:: The task ::
Could you repeat every record exactly as it appears?
== Supplied material
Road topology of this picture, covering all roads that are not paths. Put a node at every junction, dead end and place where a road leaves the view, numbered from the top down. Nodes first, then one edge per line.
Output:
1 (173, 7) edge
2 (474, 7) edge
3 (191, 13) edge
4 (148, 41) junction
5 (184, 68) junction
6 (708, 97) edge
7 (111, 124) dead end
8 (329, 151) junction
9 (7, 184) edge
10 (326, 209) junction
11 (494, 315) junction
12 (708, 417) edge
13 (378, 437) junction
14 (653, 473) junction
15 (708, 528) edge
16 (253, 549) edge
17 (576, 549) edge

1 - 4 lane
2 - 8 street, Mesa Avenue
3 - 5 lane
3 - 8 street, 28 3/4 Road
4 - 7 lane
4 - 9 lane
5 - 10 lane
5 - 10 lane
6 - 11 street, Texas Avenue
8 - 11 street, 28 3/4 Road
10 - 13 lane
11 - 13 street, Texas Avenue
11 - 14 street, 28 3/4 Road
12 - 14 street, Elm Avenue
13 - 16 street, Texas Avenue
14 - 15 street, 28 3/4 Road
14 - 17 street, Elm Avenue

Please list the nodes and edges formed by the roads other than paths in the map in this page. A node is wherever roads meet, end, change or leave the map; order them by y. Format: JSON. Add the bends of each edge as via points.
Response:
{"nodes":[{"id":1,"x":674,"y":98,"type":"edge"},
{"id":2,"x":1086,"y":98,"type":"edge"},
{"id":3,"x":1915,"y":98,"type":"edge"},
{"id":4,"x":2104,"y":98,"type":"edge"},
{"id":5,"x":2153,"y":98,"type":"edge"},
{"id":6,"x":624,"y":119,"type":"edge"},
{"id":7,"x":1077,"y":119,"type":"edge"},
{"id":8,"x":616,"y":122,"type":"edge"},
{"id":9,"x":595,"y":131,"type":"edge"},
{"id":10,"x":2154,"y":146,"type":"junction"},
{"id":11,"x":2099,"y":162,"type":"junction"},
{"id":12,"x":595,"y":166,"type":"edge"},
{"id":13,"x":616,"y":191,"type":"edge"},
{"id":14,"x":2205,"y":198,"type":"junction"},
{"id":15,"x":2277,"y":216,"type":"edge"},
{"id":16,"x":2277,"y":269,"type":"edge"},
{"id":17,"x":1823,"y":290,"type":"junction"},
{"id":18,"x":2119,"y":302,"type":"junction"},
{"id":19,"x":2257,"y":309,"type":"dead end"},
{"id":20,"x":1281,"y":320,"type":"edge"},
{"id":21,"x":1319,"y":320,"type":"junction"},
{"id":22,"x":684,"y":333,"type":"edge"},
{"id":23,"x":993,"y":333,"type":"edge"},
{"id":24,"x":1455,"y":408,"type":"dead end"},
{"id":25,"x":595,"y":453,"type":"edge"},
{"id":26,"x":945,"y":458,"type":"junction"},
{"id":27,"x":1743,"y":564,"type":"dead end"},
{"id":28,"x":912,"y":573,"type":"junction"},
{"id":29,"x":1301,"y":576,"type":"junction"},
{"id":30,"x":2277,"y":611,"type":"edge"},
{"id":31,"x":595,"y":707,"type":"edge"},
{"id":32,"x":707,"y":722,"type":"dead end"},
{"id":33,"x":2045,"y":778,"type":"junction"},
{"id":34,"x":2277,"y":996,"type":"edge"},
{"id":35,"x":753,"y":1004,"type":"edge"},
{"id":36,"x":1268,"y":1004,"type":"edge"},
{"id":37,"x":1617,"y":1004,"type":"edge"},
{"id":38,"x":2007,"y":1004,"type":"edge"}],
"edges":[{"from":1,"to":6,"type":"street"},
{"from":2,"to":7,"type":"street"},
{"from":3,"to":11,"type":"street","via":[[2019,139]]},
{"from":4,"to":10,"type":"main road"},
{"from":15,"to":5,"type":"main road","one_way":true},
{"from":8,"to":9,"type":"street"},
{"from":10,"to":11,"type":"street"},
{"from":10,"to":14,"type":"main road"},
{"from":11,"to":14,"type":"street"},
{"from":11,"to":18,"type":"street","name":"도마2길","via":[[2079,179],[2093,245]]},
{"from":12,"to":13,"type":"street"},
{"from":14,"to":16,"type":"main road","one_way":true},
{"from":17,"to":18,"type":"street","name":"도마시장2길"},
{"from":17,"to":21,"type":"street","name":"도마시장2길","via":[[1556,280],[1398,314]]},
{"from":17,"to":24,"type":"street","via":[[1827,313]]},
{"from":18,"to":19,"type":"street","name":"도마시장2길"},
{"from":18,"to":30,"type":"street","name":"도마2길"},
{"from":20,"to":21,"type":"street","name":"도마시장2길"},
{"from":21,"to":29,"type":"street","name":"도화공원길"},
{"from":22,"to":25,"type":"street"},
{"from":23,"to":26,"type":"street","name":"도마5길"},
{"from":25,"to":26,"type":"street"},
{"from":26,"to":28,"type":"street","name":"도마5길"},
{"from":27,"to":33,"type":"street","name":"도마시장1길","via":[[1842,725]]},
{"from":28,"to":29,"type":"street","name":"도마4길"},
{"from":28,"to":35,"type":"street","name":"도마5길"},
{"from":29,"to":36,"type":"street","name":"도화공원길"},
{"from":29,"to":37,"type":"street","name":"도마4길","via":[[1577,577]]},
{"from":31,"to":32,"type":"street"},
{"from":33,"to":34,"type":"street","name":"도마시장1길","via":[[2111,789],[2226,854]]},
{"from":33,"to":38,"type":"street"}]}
====
:: Expected output ::
Road topology of this picture, covering all roads that are not paths. Put a node at every junction, dead end and place where a road leaves the view, numbered from the top down. Nodes first, then one edge per line.
Output:
1 (173, 7) edge
2 (474, 7) edge
3 (191, 13) edge
4 (148, 41) junction
5 (184, 68) junction
6 (708, 97) edge
7 (111, 124) dead end
8 (329, 151) junction
9 (7, 184) edge
10 (326, 209) junction
11 (494, 315) junction
12 (708, 417) edge
13 (378, 437) junction
14 (653, 473) junction
15 (708, 528) edge
16 (253, 549) edge
17 (576, 549) edge

1 - 4 lane
2 - 8 street, Mesa Avenue
3 - 5 lane
3 - 8 street, 28 3/4 Road
4 - 7 lane
4 - 9 lane
5 - 10 lane
5 - 10 lane
6 - 11 street, Texas Avenue
8 - 11 street, 28 3/4 Road
10 - 13 lane
11 - 13 street, Texas Avenue
11 - 14 street, 28 3/4 Road
12 - 14 street, Elm Avenue
13 - 16 street, Texas Avenue
14 - 15 street, 28 3/4 Road
14 - 17 street, Elm Avenue

Please list the nodes and edges formed by the roads other than paths in the map in this page. A node is wherever roads meet, end, change or leave the map; order them by y. Format: JSON. Add the bends of each edge as via points.
Response:
{"nodes":[{"id":1,"x":674,"y":98,"type":"edge"},
{"id":2,"x":1086,"y":98,"type":"edge"},
{"id":3,"x":1915,"y":98,"type":"edge"},
{"id":4,"x":2104,"y":98,"type":"edge"},
{"id":5,"x":2153,"y":98,"type":"edge"},
{"id":6,"x":624,"y":119,"type":"edge"},
{"id":7,"x":1077,"y":119,"type":"edge"},
{"id":8,"x":616,"y":122,"type":"edge"},
{"id":9,"x":595,"y":131,"type":"edge"},
{"id":10,"x":2154,"y":146,"type":"junction"},
{"id":11,"x":2099,"y":162,"type":"junction"},
{"id":12,"x":595,"y":166,"type":"edge"},
{"id":13,"x":616,"y":191,"type":"edge"},
{"id":14,"x":2205,"y":198,"type":"junction"},
{"id":15,"x":2277,"y":216,"type":"edge"},
{"id":16,"x":2277,"y":269,"type":"edge"},
{"id":17,"x":1823,"y":290,"type":"junction"},
{"id":18,"x":2119,"y":302,"type":"junction"},
{"id":19,"x":2257,"y":309,"type":"dead end"},
{"id":20,"x":1281,"y":320,"type":"edge"},
{"id":21,"x":1319,"y":320,"type":"junction"},
{"id":22,"x":684,"y":333,"type":"edge"},
{"id":23,"x":993,"y":333,"type":"edge"},
{"id":24,"x":1455,"y":408,"type":"dead end"},
{"id":25,"x":595,"y":453,"type":"edge"},
{"id":26,"x":945,"y":458,"type":"junction"},
{"id":27,"x":1743,"y":564,"type":"dead end"},
{"id":28,"x":912,"y":573,"type":"junction"},
{"id":29,"x":1301,"y":576,"type":"junction"},
{"id":30,"x":2277,"y":611,"type":"edge"},
{"id":31,"x":595,"y":707,"type":"edge"},
{"id":32,"x":707,"y":722,"type":"dead end"},
{"id":33,"x":2045,"y":778,"type":"junction"},
{"id":34,"x":2277,"y":996,"type":"edge"},
{"id":35,"x":753,"y":1004,"type":"edge"},
{"id":36,"x":1268,"y":1004,"type":"edge"},
{"id":37,"x":1617,"y":1004,"type":"edge"},
{"id":38,"x":2007,"y":1004,"type":"edge"}],
"edges":[{"from":1,"to":6,"type":"street"},
{"from":2,"to":7,"type":"street"},
{"from":3,"to":11,"type":"street","via":[[2019,139]]},
{"from":4,"to":10,"type":"main road"},
{"from":15,"to":5,"type":"main road","one_way":true},
{"from":8,"to":9,"type":"street"},
{"from":10,"to":11,"type":"street"},
{"from":10,"to":14,"type":"main road"},
{"from":11,"to":14,"type":"street"},
{"from":11,"to":18,"type":"street","name":"도마2길","via":[[2079,179],[2093,245]]},
{"from":12,"to":13,"type":"street"},
{"from":14,"to":16,"type":"main road","one_way":true},
{"from":17,"to":18,"type":"street","name":"도마시장2길"},
{"from":17,"to":21,"type":"street","name":"도마시장2길","via":[[1556,280],[1398,314]]},
{"from":17,"to":24,"type":"street","via":[[1827,313]]},
{"from":18,"to":19,"type":"street","name":"도마시장2길"},
{"from":18,"to":30,"type":"street","name":"도마2길"},
{"from":20,"to":21,"type":"street","name":"도마시장2길"},
{"from":21,"to":29,"type":"street","name":"도화공원길"},
{"from":22,"to":25,"type":"street"},
{"from":23,"to":26,"type":"street","name":"도마5길"},
{"from":25,"to":26,"type":"street"},
{"from":26,"to":28,"type":"street","name":"도마5길"},
{"from":27,"to":33,"type":"street","name":"도마시장1길","via":[[1842,725]]},
{"from":28,"to":29,"type":"street","name":"도마4길"},
{"from":28,"to":35,"type":"street","name":"도마5길"},
{"from":29,"to":36,"type":"street","name":"도화공원길"},
{"from":29,"to":37,"type":"street","name":"도마4길","via":[[1577,577]]},
{"from":31,"to":32,"type":"street"},
{"from":33,"to":34,"type":"street","name":"도마시장1길","via":[[2111,789],[2226,854]]},
{"from":33,"to":38,"type":"street"}]}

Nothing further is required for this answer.